** What is needed **
Please copy every line below that contains the string "highway".

** Records supplied **
────────

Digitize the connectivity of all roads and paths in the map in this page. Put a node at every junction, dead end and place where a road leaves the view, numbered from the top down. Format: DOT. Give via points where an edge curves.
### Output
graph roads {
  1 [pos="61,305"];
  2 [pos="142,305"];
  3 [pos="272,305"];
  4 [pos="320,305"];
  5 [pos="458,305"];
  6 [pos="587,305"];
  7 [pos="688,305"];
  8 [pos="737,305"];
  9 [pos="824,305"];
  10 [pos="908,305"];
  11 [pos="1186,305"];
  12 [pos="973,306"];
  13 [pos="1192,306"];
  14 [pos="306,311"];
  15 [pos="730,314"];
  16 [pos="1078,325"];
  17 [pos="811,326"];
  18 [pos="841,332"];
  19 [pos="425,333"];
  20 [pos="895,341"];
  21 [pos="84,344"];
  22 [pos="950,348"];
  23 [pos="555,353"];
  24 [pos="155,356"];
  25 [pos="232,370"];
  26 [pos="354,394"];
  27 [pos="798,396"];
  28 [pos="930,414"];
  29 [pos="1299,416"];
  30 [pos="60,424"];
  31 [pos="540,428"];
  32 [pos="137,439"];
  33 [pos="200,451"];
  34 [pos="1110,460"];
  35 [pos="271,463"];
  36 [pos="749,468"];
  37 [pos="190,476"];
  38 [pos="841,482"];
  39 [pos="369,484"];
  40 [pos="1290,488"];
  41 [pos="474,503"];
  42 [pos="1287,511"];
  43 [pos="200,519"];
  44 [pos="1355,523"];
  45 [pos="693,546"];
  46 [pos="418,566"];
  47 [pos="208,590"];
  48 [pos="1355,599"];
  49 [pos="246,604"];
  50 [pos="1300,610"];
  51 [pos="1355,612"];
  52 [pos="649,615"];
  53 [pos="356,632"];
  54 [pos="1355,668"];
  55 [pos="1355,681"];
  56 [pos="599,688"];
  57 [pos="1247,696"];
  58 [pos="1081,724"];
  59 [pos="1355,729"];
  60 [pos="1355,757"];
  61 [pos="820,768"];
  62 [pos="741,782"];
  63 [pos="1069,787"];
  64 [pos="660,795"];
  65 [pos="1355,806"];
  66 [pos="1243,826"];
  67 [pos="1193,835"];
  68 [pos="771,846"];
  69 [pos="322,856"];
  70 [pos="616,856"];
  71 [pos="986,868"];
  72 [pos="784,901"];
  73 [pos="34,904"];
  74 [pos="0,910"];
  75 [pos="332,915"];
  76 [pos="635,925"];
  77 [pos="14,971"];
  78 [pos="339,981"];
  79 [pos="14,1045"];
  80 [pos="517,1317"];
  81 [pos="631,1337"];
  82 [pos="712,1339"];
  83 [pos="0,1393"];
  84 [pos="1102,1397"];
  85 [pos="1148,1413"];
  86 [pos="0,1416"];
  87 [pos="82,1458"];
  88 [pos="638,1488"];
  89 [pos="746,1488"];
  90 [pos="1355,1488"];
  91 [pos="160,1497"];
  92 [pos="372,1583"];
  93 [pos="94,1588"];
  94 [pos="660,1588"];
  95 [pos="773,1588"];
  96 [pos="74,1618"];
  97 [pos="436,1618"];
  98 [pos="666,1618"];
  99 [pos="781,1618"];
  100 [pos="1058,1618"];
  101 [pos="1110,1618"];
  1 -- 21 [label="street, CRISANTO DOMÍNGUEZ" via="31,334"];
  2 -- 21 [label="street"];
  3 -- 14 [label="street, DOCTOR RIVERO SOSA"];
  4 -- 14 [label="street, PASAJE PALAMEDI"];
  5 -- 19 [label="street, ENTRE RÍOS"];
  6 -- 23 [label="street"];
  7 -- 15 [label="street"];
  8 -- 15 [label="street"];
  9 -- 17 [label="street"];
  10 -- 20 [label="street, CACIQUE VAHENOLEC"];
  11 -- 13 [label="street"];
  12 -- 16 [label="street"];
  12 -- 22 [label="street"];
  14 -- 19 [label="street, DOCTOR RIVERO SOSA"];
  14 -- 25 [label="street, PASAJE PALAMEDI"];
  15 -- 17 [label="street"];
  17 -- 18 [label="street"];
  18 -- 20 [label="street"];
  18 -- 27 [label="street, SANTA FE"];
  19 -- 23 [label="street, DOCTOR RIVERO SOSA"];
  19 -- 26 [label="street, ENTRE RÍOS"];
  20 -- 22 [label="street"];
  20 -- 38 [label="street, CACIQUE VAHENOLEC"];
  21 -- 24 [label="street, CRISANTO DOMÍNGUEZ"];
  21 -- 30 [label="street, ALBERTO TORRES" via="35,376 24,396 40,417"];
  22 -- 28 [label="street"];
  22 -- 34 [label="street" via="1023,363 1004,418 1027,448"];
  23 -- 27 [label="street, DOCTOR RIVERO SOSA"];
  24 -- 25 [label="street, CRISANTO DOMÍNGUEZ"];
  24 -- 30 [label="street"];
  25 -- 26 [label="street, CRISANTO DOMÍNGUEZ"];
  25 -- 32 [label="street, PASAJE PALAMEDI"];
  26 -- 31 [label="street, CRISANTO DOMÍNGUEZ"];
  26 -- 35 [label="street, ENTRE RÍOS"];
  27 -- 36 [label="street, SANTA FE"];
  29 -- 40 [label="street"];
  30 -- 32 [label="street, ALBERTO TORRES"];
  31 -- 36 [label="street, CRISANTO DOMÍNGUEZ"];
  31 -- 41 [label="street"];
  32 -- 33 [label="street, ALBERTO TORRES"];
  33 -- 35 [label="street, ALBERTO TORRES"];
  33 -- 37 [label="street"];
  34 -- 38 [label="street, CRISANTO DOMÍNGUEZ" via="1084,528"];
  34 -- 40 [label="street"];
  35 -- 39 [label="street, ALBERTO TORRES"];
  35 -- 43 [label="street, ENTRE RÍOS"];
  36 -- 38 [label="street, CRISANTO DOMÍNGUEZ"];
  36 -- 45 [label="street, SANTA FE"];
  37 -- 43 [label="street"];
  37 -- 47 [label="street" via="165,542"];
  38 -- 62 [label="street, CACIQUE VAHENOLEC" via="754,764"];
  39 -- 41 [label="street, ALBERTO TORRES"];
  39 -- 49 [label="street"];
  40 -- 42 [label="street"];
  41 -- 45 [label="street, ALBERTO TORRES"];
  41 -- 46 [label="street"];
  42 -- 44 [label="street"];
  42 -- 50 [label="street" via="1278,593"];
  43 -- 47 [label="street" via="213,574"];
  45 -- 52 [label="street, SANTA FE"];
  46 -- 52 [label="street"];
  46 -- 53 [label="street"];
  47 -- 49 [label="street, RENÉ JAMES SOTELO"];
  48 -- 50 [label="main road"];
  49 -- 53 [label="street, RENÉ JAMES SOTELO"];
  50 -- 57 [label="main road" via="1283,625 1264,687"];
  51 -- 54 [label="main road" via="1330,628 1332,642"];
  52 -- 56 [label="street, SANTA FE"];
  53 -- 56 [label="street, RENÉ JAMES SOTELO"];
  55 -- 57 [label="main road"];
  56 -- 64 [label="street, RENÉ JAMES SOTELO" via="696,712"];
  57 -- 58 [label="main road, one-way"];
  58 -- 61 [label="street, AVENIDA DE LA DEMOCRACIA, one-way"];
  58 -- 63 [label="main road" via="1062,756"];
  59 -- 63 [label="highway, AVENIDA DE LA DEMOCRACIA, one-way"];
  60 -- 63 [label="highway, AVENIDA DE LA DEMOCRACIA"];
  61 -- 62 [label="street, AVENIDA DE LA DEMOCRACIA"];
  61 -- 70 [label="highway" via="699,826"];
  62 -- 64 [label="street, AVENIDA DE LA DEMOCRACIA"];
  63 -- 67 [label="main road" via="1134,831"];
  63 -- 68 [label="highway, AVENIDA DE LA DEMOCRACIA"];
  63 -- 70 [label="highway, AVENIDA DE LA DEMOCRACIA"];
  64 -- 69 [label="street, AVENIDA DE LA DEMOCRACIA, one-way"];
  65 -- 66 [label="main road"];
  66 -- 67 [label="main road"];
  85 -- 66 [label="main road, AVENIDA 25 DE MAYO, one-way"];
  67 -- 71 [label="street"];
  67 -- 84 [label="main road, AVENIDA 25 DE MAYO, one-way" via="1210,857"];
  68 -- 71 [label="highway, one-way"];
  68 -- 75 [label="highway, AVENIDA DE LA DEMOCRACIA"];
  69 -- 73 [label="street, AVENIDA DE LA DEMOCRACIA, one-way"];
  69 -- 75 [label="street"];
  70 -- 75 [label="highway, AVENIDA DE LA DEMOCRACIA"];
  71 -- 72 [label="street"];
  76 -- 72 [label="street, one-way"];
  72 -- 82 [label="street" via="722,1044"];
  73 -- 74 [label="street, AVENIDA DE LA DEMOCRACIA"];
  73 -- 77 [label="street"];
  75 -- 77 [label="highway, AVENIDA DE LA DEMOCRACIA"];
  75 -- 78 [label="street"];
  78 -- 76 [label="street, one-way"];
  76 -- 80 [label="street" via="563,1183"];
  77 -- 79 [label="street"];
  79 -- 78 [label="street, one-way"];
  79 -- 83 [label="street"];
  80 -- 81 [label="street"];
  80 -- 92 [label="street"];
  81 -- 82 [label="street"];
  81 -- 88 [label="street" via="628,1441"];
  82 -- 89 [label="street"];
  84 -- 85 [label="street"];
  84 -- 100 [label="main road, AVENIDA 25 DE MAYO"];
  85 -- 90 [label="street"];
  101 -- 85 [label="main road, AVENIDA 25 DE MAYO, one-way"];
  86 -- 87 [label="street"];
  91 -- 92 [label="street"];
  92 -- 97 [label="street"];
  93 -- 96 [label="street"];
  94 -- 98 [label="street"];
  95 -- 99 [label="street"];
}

────────

** Reply to the exercise **
  59 -- 63 [label="highway, AVENIDA DE LA DEMOCRACIA, one-way"];
  60 -- 63 [label="highway, AVENIDA DE LA DEMOCRACIA"];
  61 -- 70 [label="highway" via="699,826"];
  63 -- 68 [label="highway, AVENIDA DE LA DEMOCRACIA"];
  63 -- 70 [label="highway, AVENIDA DE LA DEMOCRACIA"];
  68 -- 71 [label="highway, one-way"];
  68 -- 75 [label="highway, AVENIDA DE LA DEMOCRACIA"];
  70 -- 75 [label="highway, AVENIDA DE LA DEMOCRACIA"];
  75 -- 77 [label="highway, AVENIDA DE LA DEMOCRACIA"];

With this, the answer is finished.